Burkina Faso : Les raisons du bannissement des élections de Miss par les autorités de la junte
par la rédaction de France-AfriqueMÉDIA
Le ministère de la Communication, de la Culture, des Arts et du Tourisme du Burkina Faso a pris, le 8 juin 2026, une décision radicale : la suspension immédiate et totale de tous les concours de beauté sur l’ensemble du territoire national. Cette mesure, qui met fin à l’organisation de ces événements jusqu’à nouvel ordre, s’inscrit dans une volonté affirmée des autorités de transition de « réorienter » la vie culturelle du pays.
Une mesure « d’assainissement » du secteur
Dans un communiqué officiel, les autorités burkinabè justifient cette interdiction par le besoin urgent d’élaborer de « nouveaux textes réglementaires ». Selon le ministère, le secteur des concours de beauté — communément appelés « concours Miss » — nécessite une remise à plat pour garantir un cadre plus strict et harmonisé.
L’objectif affiché est double :
- Encadrement législatif : Mettre fin à la prolifération d’initiatives privées jugées non conformes ou mal encadrées.
- Protection des valeurs : Assurer que ces manifestations respectent strictement le patrimoine culturel national, l’identité burkinabè et les « valeurs morales et sociales » prônées par le gouvernement.
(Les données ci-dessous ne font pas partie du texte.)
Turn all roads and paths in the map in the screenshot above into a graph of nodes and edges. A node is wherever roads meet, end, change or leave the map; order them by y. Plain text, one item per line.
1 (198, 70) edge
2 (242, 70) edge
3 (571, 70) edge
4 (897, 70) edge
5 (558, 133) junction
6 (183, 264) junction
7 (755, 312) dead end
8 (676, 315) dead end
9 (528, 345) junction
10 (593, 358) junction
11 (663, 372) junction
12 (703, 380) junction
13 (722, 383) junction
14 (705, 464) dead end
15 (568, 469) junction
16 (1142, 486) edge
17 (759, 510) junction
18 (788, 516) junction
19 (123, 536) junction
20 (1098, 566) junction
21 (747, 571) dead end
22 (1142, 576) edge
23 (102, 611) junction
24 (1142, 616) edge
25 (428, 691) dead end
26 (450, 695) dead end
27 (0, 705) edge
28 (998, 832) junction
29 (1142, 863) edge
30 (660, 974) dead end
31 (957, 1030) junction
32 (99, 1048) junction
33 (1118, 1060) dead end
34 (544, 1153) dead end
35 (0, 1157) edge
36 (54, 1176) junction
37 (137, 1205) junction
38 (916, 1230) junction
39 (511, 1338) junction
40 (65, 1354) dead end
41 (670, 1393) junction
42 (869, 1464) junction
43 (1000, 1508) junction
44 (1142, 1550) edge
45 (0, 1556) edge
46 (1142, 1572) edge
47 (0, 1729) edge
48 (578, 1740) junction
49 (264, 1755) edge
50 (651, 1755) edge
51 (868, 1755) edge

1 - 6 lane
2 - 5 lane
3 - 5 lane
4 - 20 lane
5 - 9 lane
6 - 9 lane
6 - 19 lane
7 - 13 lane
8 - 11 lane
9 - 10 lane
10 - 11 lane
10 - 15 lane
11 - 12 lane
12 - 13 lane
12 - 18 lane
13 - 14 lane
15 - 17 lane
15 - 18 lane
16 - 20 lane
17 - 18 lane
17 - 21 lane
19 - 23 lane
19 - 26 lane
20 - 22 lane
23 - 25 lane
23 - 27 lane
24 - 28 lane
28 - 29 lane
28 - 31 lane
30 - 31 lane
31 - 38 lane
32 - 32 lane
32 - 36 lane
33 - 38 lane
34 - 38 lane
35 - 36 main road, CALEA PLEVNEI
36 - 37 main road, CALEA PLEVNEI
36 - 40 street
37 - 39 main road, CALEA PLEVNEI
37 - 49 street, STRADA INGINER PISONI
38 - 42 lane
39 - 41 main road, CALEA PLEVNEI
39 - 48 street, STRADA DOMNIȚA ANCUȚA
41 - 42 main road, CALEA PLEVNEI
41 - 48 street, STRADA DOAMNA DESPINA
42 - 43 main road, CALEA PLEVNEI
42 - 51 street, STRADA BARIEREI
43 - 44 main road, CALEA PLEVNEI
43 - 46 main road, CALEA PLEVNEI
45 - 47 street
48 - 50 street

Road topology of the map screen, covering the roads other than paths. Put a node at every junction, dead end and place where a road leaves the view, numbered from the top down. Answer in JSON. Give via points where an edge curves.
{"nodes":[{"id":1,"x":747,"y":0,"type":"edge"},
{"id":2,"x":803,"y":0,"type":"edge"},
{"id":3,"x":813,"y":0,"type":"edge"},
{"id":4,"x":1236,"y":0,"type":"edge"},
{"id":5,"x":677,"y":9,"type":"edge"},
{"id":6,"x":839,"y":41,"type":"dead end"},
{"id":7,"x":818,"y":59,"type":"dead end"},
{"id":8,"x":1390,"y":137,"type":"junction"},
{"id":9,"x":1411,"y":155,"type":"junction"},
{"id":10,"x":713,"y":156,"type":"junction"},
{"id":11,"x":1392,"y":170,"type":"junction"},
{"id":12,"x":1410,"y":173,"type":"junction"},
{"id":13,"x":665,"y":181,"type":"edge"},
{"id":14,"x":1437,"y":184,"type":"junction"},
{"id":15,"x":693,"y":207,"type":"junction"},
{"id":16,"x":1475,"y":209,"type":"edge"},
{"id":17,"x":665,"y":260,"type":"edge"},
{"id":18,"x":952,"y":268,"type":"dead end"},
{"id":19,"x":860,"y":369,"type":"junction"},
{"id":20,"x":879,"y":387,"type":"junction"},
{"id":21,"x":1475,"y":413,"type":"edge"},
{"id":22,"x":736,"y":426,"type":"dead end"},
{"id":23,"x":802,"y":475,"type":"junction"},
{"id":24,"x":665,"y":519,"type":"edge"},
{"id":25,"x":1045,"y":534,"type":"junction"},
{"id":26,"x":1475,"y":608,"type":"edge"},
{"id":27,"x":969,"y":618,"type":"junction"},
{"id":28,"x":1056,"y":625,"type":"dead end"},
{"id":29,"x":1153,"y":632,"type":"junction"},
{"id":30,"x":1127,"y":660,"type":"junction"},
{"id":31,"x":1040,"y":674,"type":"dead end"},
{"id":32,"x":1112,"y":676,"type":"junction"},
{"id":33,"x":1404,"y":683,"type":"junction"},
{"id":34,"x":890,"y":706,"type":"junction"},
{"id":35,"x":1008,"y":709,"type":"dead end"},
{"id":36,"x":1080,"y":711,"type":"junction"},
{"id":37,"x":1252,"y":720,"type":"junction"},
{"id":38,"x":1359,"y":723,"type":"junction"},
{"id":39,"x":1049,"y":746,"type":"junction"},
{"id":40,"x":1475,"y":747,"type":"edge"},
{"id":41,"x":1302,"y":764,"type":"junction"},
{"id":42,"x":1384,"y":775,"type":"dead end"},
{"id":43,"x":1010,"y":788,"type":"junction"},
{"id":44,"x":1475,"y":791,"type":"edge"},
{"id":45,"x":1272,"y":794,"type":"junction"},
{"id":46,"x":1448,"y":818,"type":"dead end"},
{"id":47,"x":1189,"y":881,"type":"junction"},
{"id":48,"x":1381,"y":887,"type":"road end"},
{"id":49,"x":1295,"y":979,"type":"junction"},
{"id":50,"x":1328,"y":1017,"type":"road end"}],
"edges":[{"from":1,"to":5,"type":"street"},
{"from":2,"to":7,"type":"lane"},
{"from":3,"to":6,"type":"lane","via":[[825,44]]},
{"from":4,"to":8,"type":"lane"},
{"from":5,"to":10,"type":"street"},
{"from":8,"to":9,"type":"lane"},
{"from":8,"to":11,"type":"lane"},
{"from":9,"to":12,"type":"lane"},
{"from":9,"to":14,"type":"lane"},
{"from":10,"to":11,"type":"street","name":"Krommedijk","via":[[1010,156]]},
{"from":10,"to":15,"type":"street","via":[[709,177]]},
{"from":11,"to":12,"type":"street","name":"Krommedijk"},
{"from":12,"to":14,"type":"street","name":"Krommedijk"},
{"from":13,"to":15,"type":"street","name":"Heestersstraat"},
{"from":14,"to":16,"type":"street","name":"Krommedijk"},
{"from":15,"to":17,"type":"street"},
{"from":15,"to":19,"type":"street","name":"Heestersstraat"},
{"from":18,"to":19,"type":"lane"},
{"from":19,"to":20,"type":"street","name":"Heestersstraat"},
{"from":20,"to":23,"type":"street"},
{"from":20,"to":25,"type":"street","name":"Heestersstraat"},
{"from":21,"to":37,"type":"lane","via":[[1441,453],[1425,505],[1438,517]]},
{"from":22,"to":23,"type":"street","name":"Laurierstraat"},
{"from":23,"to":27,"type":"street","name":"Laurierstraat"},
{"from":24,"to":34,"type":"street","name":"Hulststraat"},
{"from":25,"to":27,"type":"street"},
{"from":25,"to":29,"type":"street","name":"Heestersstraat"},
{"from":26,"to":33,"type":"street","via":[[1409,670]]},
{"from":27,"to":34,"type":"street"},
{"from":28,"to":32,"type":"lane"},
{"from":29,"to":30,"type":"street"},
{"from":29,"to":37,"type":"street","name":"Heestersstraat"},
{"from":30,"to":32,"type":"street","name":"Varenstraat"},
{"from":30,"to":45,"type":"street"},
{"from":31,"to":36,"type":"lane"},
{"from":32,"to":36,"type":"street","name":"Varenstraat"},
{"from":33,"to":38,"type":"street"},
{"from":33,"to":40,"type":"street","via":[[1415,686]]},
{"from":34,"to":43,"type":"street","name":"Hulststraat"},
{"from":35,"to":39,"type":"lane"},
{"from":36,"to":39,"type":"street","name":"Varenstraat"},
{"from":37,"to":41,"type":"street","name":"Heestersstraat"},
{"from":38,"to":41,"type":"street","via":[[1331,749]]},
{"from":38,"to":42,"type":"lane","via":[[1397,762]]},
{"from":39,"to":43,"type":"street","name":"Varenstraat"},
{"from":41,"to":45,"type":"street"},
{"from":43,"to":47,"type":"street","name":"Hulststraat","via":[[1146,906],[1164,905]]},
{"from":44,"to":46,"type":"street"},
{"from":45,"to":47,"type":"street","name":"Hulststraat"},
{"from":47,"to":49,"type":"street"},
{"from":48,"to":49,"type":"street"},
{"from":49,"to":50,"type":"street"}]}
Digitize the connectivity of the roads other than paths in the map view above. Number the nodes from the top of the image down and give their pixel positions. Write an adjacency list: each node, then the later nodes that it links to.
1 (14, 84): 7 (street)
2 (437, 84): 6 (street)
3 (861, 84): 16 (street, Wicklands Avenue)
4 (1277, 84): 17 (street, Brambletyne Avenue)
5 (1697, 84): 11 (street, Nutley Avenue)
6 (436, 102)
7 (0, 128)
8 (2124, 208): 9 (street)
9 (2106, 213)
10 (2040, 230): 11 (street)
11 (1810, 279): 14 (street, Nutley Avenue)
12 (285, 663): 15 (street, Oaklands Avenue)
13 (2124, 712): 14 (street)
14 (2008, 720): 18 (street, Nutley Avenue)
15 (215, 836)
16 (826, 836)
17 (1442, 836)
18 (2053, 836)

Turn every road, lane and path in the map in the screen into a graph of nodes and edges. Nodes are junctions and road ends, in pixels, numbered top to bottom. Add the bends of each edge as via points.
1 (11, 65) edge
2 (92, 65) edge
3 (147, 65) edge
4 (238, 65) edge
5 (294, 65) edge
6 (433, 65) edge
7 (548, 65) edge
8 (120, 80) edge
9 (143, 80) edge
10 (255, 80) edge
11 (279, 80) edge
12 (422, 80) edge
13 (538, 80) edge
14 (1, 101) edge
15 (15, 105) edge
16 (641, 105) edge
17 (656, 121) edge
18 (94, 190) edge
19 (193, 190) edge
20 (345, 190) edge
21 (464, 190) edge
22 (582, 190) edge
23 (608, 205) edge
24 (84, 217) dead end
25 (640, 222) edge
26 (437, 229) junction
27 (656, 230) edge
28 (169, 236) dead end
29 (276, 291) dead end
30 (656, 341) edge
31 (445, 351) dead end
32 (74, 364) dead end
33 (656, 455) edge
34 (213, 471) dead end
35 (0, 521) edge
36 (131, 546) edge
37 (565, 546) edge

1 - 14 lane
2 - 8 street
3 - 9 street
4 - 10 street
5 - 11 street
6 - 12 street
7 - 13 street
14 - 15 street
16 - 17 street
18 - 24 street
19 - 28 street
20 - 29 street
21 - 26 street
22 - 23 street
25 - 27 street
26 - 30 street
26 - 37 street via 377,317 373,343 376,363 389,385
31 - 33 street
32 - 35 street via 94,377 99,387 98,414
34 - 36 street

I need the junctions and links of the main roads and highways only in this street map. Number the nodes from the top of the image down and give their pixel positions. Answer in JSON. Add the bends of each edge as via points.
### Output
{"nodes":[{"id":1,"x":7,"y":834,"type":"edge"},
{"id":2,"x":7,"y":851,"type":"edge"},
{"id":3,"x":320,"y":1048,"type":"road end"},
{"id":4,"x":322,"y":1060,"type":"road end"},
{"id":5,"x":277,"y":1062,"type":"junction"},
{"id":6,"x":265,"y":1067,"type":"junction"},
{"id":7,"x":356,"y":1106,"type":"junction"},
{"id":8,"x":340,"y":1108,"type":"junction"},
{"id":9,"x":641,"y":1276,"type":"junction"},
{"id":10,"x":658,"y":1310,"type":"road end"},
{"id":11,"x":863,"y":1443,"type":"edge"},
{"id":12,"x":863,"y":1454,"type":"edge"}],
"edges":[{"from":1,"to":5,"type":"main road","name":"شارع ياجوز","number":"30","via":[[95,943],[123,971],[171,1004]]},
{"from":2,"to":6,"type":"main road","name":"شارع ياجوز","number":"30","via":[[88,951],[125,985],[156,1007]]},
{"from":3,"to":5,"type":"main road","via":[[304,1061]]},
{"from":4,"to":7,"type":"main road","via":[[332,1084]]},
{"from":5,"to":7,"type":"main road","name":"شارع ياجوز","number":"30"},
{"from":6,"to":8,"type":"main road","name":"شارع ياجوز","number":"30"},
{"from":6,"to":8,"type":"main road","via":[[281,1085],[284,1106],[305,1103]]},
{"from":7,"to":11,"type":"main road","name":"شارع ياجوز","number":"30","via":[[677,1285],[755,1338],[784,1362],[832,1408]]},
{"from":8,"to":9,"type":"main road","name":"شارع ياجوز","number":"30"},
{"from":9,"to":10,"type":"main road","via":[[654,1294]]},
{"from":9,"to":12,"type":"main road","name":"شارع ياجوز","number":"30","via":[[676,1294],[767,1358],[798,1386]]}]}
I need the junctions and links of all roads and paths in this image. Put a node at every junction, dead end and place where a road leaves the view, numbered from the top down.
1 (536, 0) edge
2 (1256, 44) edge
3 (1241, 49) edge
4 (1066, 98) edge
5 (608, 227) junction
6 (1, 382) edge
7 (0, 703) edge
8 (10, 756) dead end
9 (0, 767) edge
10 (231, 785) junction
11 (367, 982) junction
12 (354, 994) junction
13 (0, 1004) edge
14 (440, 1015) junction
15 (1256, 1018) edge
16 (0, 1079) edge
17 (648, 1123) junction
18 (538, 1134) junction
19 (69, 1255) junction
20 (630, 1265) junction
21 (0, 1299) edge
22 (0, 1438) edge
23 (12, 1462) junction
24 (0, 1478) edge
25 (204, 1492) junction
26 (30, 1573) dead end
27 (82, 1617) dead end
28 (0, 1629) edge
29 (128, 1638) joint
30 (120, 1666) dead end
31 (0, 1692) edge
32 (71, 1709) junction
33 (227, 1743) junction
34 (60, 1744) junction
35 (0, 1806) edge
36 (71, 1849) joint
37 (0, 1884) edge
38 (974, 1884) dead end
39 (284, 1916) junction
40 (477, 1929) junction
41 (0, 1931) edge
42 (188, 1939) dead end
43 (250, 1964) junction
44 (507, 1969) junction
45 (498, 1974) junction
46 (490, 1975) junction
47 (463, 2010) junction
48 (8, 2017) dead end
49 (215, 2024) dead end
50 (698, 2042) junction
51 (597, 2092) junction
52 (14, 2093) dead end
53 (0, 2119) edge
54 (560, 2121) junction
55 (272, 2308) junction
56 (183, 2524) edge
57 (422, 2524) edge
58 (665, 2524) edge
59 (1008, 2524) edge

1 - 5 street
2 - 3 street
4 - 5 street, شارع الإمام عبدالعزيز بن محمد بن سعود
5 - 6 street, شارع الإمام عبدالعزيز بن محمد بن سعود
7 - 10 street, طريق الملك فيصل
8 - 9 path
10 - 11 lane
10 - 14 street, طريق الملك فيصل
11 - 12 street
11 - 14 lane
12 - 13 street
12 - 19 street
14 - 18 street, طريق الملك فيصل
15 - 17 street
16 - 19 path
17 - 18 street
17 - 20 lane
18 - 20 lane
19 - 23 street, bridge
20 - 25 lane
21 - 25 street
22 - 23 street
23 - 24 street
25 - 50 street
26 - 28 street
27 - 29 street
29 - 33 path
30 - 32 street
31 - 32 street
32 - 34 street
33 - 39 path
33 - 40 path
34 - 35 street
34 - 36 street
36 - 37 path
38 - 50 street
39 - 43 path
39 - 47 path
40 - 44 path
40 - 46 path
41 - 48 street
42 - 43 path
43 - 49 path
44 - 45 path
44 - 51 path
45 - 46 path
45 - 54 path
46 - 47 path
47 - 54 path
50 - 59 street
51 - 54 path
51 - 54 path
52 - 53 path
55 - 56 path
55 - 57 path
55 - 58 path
Un contexte de tensions culturelles
Cette décision ne survient pas par hasard. Elle s’inscrit dans la continuité d’une série d’actions menées par les autorités de transition pour moraliser l’espace public et médiatique. Déjà, en octobre 2025, l’organisation de l’événement « Miss Immergée » avait été formellement interdite par le gouvernement, suscitant un débat national sur la dignité de la femme et les limites de l’exhibitionnisme culturel.
Pour les autorités, le constat est clair : les concours de beauté, dans leur forme actuelle, seraient perçus comme une importation de modèles étrangers ou une dérive consumériste éloignée des réalités socio-culturelles du pays. Le gouvernement souligne que « la dignité humaine » et « l’éthique » doivent être les piliers centraux de toute activité publique.

Conséquences immédiates
La suspension est stricte :
- Arrêt total : Aucun événement de ce type ne peut être autorisé ou organisé sur le territoire.
- Période transitoire : Aucune autorisation ne sera délivrée tant que les nouveaux textes réglementaires ne seront pas entrés en vigueur.
- Responsabilité : L’ensemble des promoteurs et organisateurs, qu’ils soient associatifs ou privés, est sommé de cesser toute activité en lien avec ces concours, sous peine de sanctions.
Une société divisée
Si la mesure est saluée par une partie de l’opinion publique qui y voit une manière de « protéger nos enfants » et de « redonner de la valeur à la femme africaine » plutôt que d’exposer son physique, d’autres observateurs et acteurs culturels s’interrogent. Certains regrettent un tournant autoritaire dans la gestion des loisirs et craignent que cette « moralisation » ne bride la créativité et l’expression artistique de la jeunesse.
Reste à savoir quelle forme prendront ces futurs « concours » après la révision des textes. Les autorités semblent miser sur une approche où l’intellect, les projets sociaux et le respect des traditions prendraient le pas sur les critères purement esthétiques.
En résumé : Cette suspension n’est pas qu’une simple contrainte administrative ; elle est un acte politique fort, illustrant la volonté de l’État burkinabè de reprendre le contrôle sur les représentations culturelles diffusées dans le pays, dans un contexte où les questions d’identité nationale et de souveraineté culturelle sont au cœur de l’agenda politique de la transition.